EXERCISE INSTRUCTIONS
Determine how many lines in the entries below hold "სათაფლია". Respond with that number only.

RECORDS SHOWN
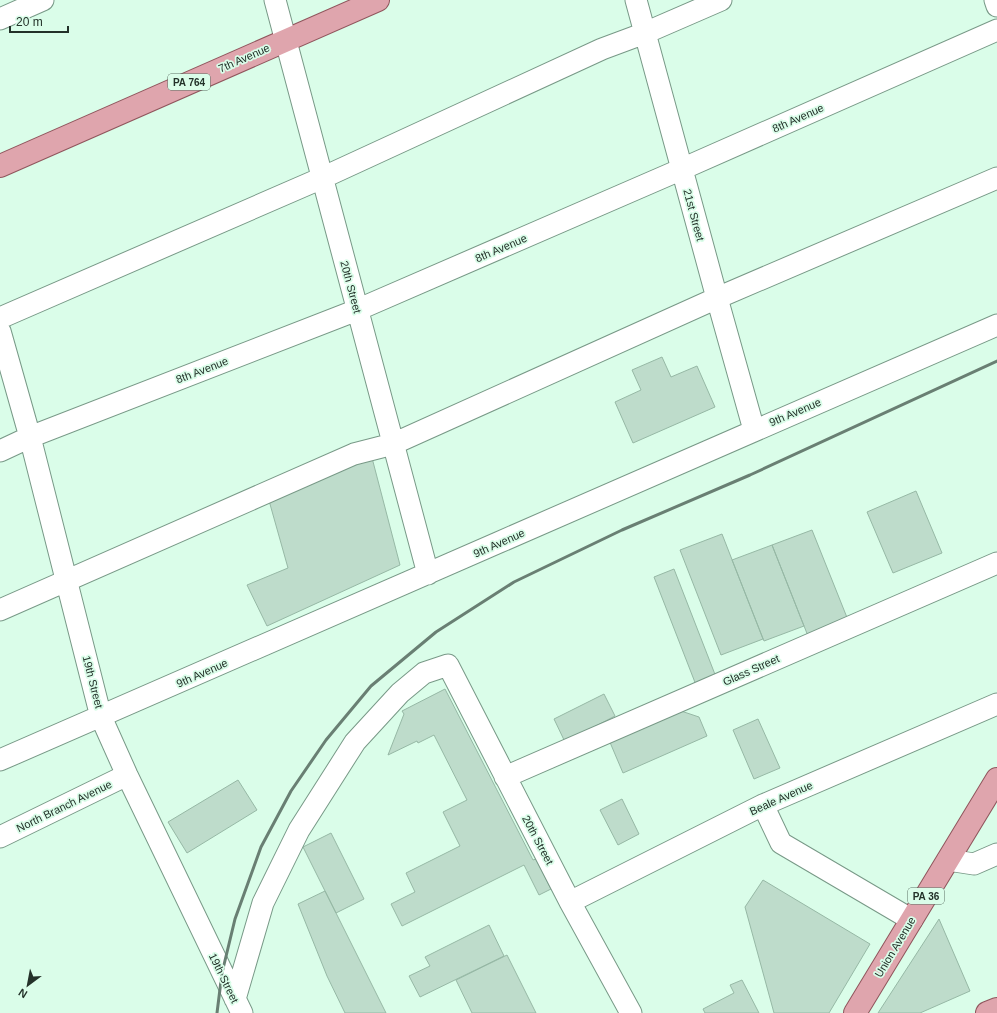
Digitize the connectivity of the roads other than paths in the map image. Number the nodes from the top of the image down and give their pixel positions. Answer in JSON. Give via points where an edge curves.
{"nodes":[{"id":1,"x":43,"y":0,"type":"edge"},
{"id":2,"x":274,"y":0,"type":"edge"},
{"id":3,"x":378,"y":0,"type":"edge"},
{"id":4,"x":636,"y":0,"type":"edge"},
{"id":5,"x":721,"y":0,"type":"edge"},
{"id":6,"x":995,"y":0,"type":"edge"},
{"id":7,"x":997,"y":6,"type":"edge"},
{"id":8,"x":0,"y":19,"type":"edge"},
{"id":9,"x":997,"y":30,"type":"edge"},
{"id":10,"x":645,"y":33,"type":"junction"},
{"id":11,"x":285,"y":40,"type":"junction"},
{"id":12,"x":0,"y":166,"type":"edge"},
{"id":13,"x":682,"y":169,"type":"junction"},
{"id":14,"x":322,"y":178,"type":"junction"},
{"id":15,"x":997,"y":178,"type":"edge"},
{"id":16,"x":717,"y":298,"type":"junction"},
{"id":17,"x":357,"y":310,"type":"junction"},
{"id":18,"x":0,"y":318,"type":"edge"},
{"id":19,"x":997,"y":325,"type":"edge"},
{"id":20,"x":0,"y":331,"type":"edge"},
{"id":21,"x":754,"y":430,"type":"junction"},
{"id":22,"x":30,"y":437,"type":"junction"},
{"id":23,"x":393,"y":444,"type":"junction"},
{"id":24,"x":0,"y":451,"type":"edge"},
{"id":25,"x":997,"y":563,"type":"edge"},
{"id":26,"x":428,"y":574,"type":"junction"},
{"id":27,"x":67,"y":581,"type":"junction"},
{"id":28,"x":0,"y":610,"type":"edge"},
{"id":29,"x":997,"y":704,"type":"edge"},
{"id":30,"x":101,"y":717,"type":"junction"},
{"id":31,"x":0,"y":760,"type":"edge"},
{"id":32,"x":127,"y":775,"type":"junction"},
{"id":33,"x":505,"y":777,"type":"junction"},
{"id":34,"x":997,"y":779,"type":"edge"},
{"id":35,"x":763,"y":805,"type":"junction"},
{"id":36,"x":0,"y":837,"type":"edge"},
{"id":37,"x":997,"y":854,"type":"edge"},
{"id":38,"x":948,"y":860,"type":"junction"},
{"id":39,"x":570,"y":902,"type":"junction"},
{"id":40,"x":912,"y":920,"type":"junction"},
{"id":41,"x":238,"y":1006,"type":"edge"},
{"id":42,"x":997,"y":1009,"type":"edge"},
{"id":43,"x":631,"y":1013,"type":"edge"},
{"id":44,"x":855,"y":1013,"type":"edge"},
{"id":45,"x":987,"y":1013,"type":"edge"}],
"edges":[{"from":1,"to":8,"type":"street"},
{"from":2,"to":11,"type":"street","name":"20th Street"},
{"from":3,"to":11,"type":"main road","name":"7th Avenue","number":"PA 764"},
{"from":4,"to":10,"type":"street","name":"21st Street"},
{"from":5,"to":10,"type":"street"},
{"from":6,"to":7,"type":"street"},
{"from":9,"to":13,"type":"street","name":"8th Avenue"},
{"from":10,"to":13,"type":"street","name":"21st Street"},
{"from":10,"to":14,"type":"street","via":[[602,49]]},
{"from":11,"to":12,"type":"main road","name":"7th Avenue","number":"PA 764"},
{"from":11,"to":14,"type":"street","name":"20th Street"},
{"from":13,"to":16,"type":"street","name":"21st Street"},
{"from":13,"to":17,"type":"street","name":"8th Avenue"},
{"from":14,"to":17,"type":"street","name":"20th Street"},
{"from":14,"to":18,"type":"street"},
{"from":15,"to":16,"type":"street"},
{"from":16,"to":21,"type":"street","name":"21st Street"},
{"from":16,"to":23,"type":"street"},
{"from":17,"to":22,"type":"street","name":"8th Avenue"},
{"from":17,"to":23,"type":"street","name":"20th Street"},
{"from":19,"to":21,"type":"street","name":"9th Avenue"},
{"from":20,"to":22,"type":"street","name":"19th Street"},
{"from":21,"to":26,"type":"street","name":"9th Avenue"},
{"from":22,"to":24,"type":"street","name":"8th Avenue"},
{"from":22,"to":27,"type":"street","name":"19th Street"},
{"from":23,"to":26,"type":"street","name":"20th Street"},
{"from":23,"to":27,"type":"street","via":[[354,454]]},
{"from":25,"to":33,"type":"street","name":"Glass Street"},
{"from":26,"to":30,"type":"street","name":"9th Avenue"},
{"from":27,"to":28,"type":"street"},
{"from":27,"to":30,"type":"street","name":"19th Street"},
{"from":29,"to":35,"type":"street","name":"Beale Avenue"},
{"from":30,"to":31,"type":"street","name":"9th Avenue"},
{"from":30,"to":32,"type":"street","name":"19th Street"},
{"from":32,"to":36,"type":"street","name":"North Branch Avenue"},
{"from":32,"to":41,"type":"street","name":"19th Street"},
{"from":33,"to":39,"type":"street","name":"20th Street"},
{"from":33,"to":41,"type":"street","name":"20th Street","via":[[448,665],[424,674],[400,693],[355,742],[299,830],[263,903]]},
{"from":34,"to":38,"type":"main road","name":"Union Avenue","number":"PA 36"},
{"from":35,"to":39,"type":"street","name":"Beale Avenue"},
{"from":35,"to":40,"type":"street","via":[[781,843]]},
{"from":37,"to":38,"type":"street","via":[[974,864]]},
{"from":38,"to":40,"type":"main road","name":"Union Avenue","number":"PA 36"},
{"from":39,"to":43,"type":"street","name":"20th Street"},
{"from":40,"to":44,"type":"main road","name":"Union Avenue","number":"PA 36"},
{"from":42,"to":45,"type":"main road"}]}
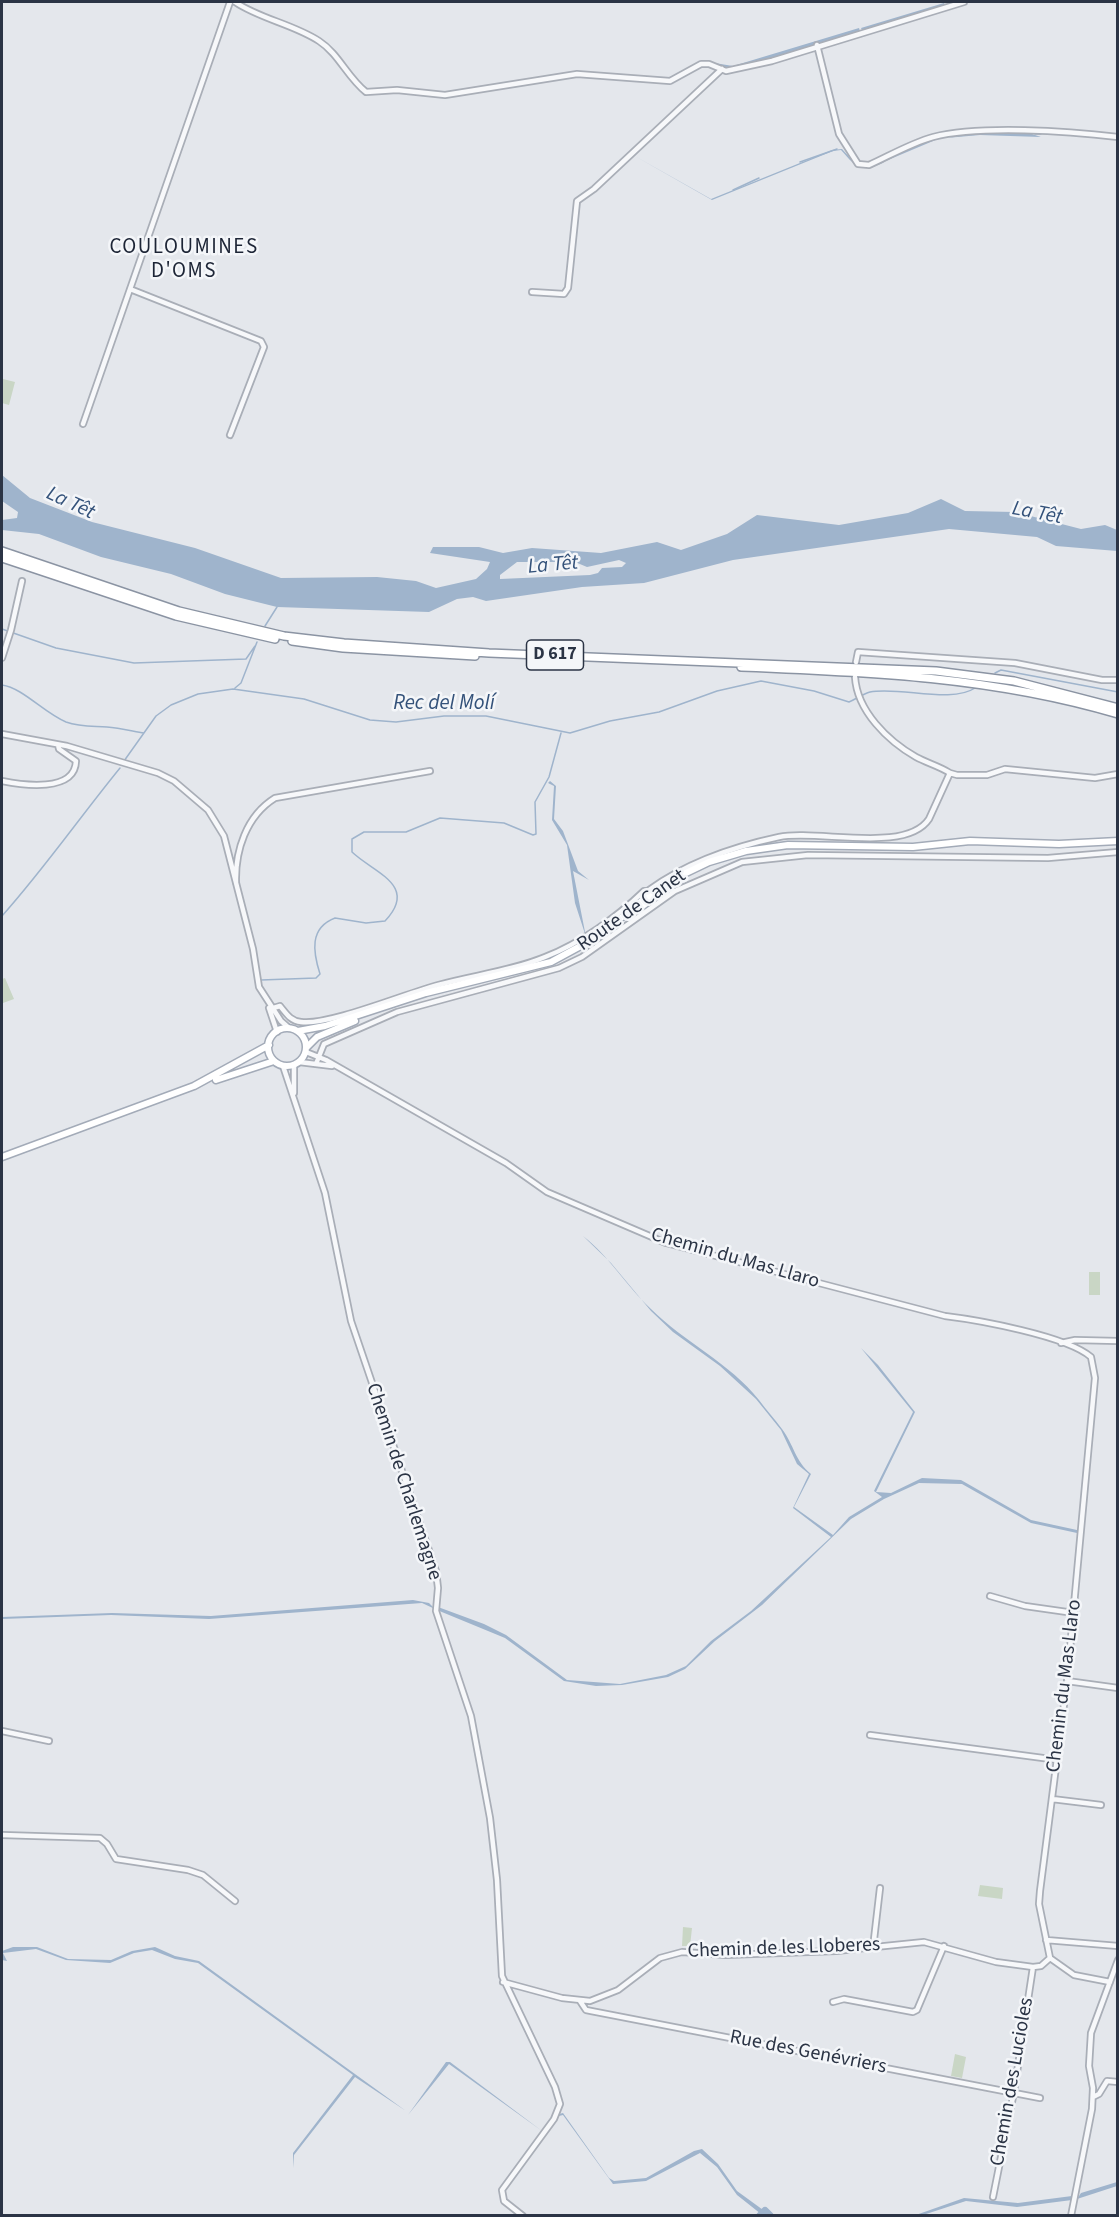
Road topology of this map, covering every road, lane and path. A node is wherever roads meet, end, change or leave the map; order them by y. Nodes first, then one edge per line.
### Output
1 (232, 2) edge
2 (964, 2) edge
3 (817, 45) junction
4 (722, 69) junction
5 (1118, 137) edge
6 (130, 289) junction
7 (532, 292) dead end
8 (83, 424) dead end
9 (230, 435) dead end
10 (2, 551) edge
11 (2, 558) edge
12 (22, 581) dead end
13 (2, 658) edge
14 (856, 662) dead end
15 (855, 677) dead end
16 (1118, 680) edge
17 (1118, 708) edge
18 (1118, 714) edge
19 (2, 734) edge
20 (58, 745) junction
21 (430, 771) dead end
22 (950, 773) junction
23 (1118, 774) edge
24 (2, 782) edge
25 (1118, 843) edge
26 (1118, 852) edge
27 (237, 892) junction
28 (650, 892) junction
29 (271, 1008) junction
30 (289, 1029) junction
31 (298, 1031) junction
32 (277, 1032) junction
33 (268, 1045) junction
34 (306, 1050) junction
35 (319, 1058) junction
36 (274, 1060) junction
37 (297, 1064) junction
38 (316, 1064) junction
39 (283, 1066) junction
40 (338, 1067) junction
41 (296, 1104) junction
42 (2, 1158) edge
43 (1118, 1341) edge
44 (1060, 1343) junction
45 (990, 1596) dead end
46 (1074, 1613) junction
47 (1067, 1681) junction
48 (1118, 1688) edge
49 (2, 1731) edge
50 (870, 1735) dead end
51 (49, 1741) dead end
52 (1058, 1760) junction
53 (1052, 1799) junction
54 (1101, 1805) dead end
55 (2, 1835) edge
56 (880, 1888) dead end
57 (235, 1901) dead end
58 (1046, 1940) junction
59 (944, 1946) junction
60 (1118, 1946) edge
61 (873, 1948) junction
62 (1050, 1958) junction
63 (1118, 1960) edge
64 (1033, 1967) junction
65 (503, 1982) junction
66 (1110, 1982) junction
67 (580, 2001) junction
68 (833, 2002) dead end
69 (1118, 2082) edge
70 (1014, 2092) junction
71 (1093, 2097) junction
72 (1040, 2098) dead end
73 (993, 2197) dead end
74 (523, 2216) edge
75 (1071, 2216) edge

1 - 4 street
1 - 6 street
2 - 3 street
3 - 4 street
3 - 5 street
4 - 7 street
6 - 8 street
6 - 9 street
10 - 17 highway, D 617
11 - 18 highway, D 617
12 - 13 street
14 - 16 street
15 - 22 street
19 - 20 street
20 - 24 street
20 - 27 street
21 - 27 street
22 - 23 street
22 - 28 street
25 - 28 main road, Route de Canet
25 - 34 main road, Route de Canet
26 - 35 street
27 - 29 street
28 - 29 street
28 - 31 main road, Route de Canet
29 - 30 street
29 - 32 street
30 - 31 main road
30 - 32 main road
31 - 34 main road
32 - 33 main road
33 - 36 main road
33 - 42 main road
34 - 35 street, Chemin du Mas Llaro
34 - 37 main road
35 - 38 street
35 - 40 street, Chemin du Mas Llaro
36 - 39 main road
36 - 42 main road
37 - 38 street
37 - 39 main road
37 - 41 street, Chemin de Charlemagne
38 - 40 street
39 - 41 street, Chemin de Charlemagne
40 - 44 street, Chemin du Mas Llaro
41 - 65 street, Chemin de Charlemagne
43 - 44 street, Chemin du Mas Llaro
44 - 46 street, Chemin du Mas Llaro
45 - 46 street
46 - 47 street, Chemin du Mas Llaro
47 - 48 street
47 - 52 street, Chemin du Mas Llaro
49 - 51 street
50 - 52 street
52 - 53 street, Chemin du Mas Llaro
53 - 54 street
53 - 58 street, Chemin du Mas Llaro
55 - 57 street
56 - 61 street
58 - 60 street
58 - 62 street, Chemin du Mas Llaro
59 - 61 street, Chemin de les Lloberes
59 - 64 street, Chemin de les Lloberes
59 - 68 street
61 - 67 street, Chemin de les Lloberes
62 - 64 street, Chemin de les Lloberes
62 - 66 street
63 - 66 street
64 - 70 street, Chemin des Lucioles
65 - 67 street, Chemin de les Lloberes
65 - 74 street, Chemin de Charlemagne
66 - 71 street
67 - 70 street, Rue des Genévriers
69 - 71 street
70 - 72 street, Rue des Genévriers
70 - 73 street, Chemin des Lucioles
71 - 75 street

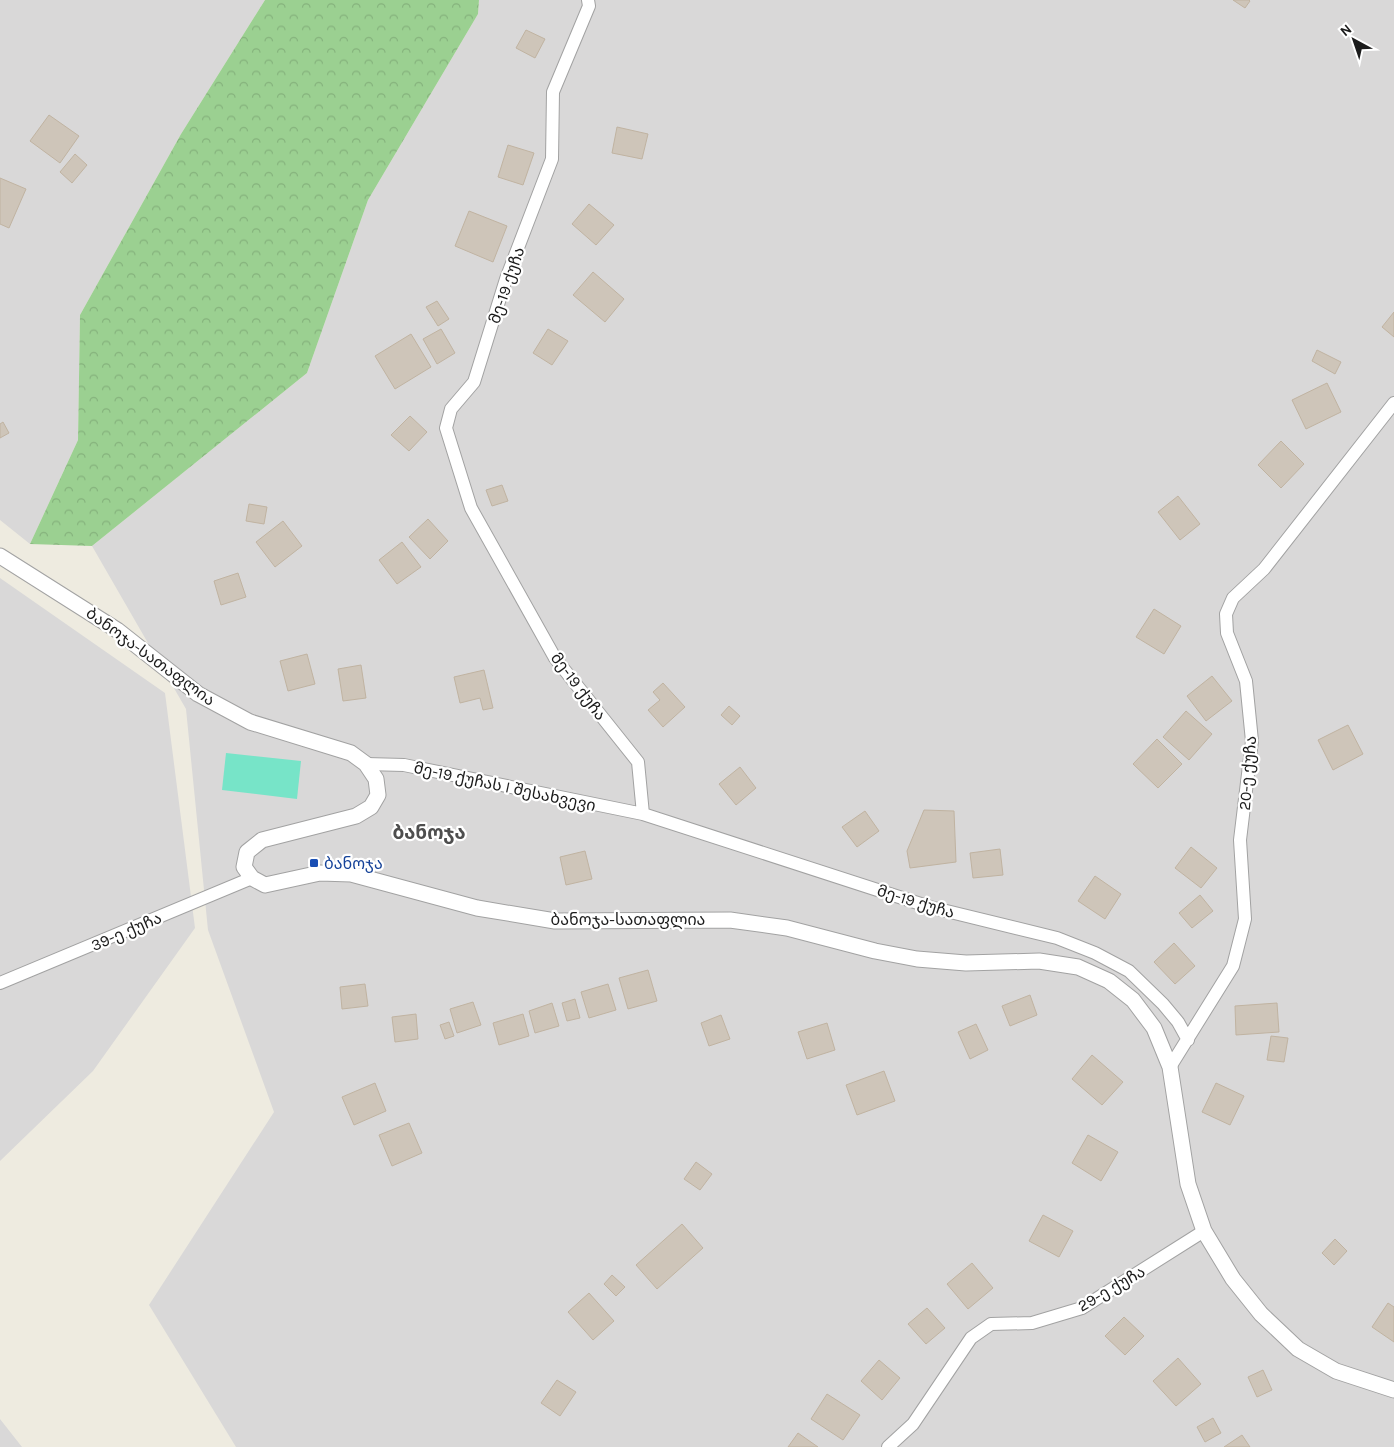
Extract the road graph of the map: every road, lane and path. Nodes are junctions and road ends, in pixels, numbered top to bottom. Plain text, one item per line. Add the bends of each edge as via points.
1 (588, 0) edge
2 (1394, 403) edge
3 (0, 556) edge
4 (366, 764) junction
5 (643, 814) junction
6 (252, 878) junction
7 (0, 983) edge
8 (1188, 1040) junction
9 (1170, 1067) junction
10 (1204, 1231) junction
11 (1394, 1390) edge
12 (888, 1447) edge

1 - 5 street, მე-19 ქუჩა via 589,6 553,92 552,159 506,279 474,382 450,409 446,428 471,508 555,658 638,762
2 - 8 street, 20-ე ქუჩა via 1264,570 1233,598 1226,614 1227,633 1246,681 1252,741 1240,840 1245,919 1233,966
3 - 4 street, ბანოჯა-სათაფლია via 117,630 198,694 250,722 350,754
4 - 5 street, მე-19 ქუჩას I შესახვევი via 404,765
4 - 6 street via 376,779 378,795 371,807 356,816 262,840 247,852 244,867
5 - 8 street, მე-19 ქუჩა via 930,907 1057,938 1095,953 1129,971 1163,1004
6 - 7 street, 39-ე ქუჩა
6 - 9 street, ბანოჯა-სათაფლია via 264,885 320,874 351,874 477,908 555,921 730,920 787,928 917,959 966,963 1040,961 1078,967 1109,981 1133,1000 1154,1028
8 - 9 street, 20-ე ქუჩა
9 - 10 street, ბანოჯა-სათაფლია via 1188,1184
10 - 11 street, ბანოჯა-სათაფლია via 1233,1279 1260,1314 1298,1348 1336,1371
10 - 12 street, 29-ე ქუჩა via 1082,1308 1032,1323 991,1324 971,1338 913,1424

ANSWER SPACE
4